This week’s TWD recipe is Irish Soda Bread, in celebration of Saint Patrick’s Day this past weekend (did you do anything fun?).
The bread gets its name from its use of, well what else, baking soda. As a researcher by day, I like to learn about the origin of different types of foods and how they evolved over time. According to this article, baking in Ireland has been influenced by two main factors. The first one being the Irish climate, which is much more temperate than other European countries and thus prevented hard wheats from growing properly. Hard wheats have high gluten content and are thus suitable for being raised with yeast. Soft wheats on the other hand do grow well in Ireland but contain less gluten than hard wheats (American all-purpose flour is a blend of hard and soft wheats). The second factor was the abundance of fuel such as firewood. This meant that every household could bake at home instead of using a communal oven.

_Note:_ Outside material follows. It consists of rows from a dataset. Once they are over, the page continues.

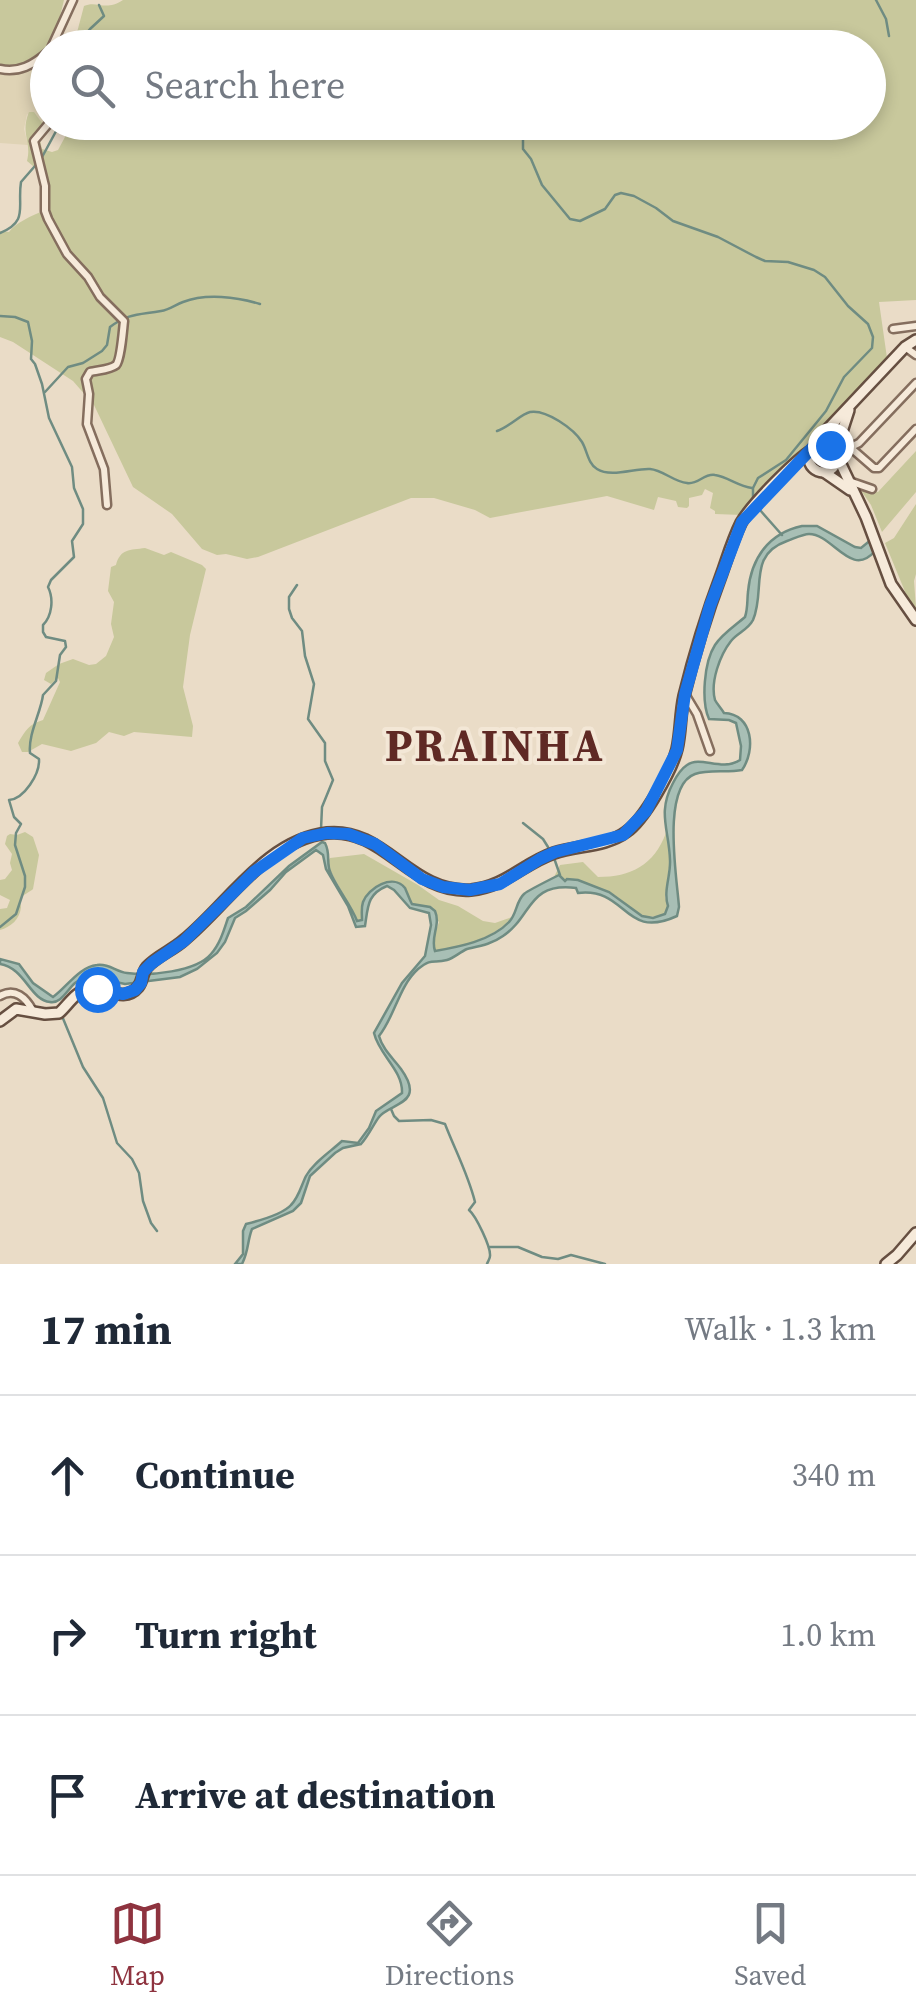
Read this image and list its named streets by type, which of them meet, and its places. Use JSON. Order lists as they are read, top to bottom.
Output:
{
  "districts": ["PRAINHA"],
  "page": {
    "search": "Search here",
    "heading": ["17 min", "Walk · 1.3 km"],
    "list": [
      ["Continue", "340 m"],
      ["Turn right", "1.0 km"],
      "Arrive at destination"
    ],
    "nav": ["Map", "Directions", "Saved"]
  }
}
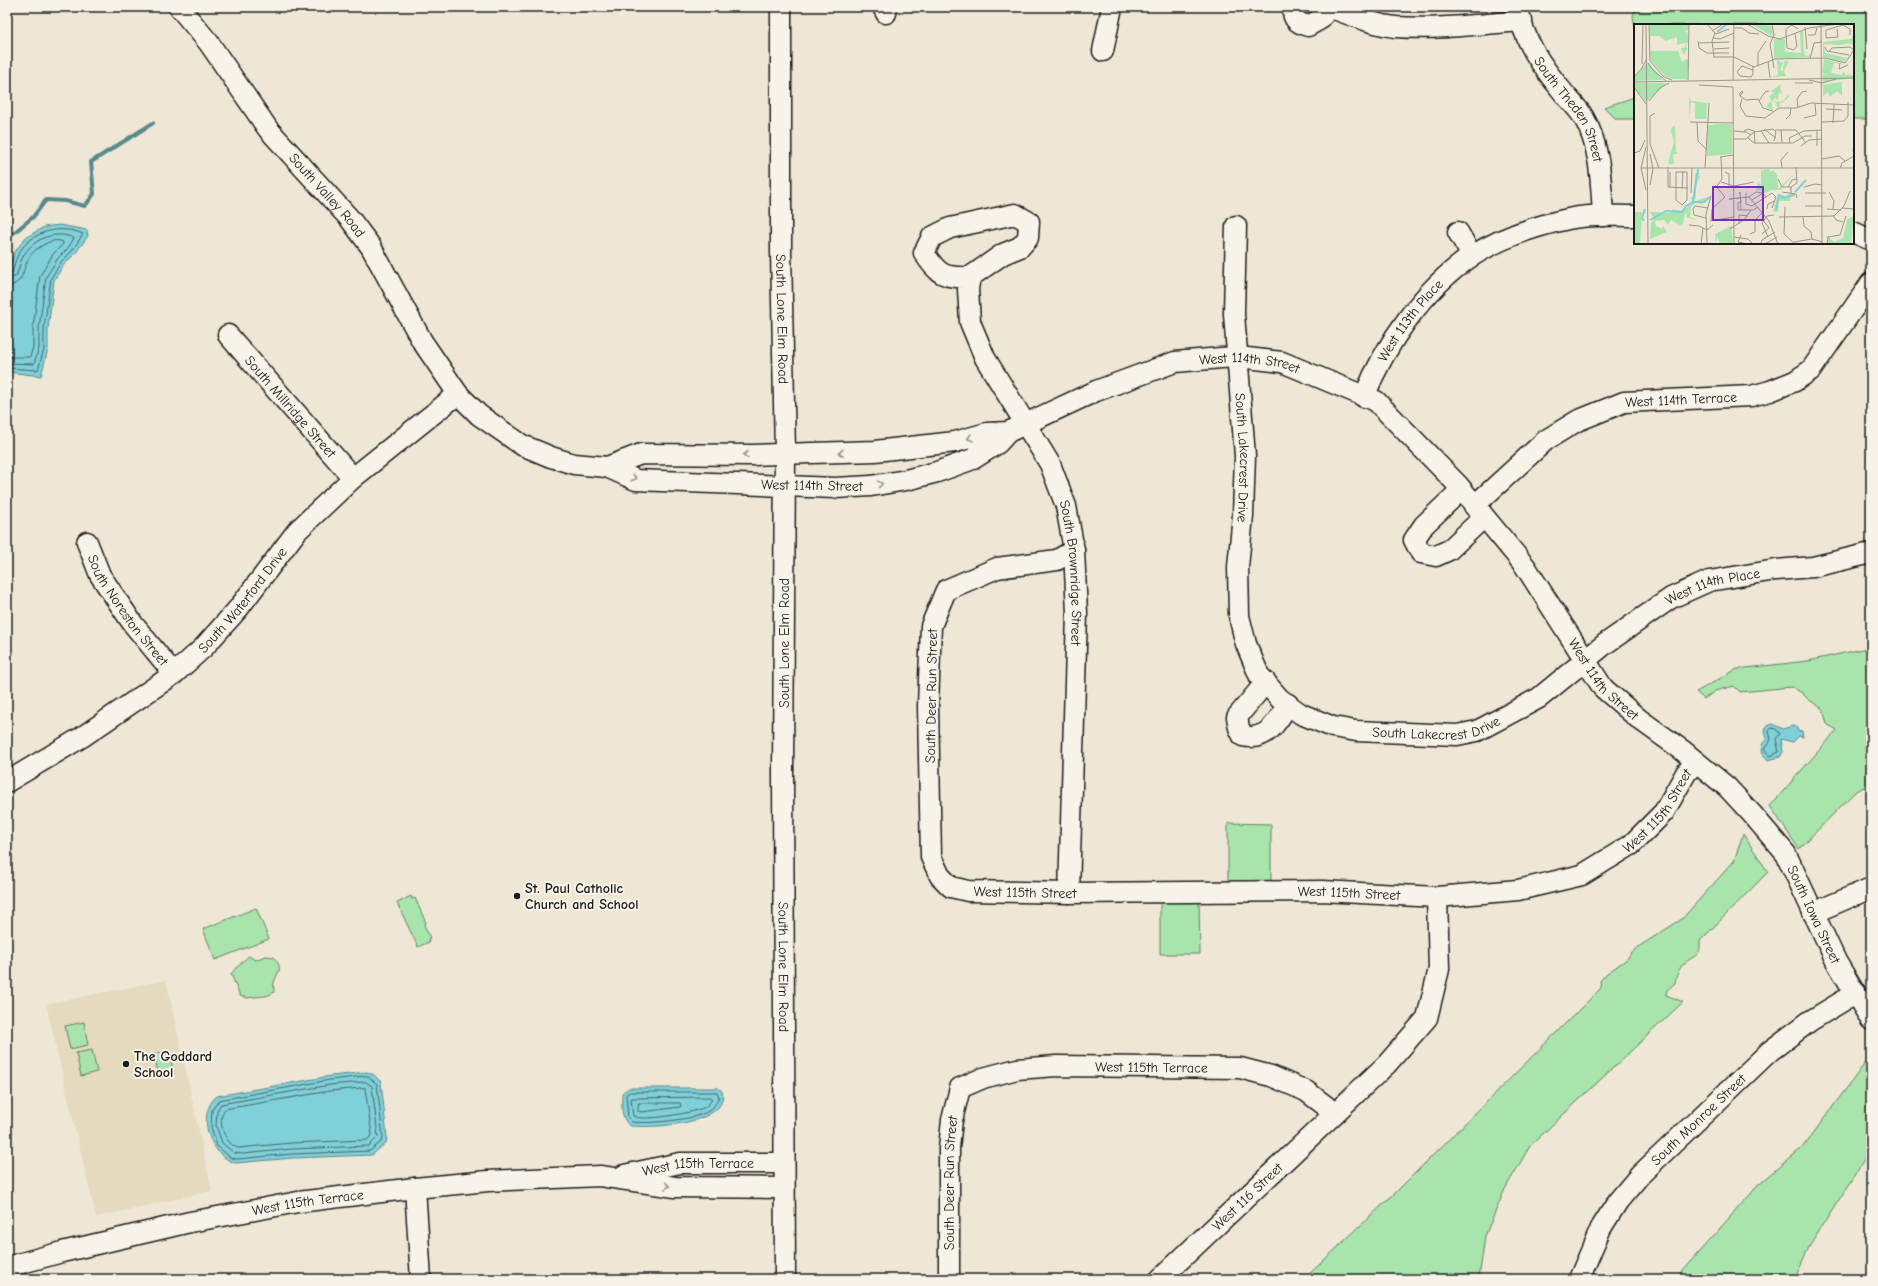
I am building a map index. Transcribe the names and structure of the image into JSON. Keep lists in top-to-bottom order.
{
  "streets": {
    "street": [
      "South Theden Street",
      "South Valley Road",
      "South Lone Elm Road",
      "West 113th Place",
      "West 114th Street",
      "West 114th Terrace",
      "South Millridge Street",
      "South Lakecrest Drive",
      "South Brownridge Street",
      "West 114th Place",
      "South Waterford Drive",
      "South Noreston Street",
      "South Deer Run Street",
      "West 115th Street",
      "South Iowa Street",
      "West 115th Terrace",
      "South Monroe Street",
      "West 116 Street"
    ]
  },
  "crossings": [
    ["South Theden Street", "West 113th Place"],
    ["South Valley Road", "West 114th Street"],
    ["South Valley Road", "South Waterford Drive"],
    ["South Lone Elm Road", "West 114th Street"],
    ["South Lone Elm Road", "West 115th Terrace"],
    ["West 113th Place", "West 114th Street"],
    ["West 114th Street", "West 114th Terrace"],
    ["West 114th Street", "South Lakecrest Drive"],
    ["West 114th Street", "South Brownridge Street"],
    ["West 114th Street", "West 114th Place"],
    ["West 114th Street", "South Waterford Drive"],
    ["West 114th Street", "West 115th Street"],
    ["West 114th Street", "South Iowa Street"],
    ["South Millridge Street", "South Waterford Drive"],
    ["South Lakecrest Drive", "West 114th Place"],
    ["South Brownridge Street", "South Deer Run Street"],
    ["South Brownridge Street", "West 115th Street"],
    ["South Waterford Drive", "South Noreston Street"],
    ["South Deer Run Street", "West 115th Street"],
    ["South Deer Run Street", "West 115th Terrace"],
    ["South Iowa Street", "South Monroe Street"],
    ["West 115th Terrace", "West 116 Street"]
  ],
  "places": ["St. Paul Catholic Church and School", "The Goddard School"]
}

These two factors contributed to the Irish baker using baking soda, or ‘bread soda’ in Ireland, as the main leavening agent. And traditionally this soda bread was baked in a pot (called a bastible) over the fire rather than in an oven. I also learned from this interesting interview with Irish chef Rory O’Connell that Irish soda bread in America is quite different from the one you can find in Ireland as the addition of butter and eggs, which is common in the U.S., would raise eyebrows over there.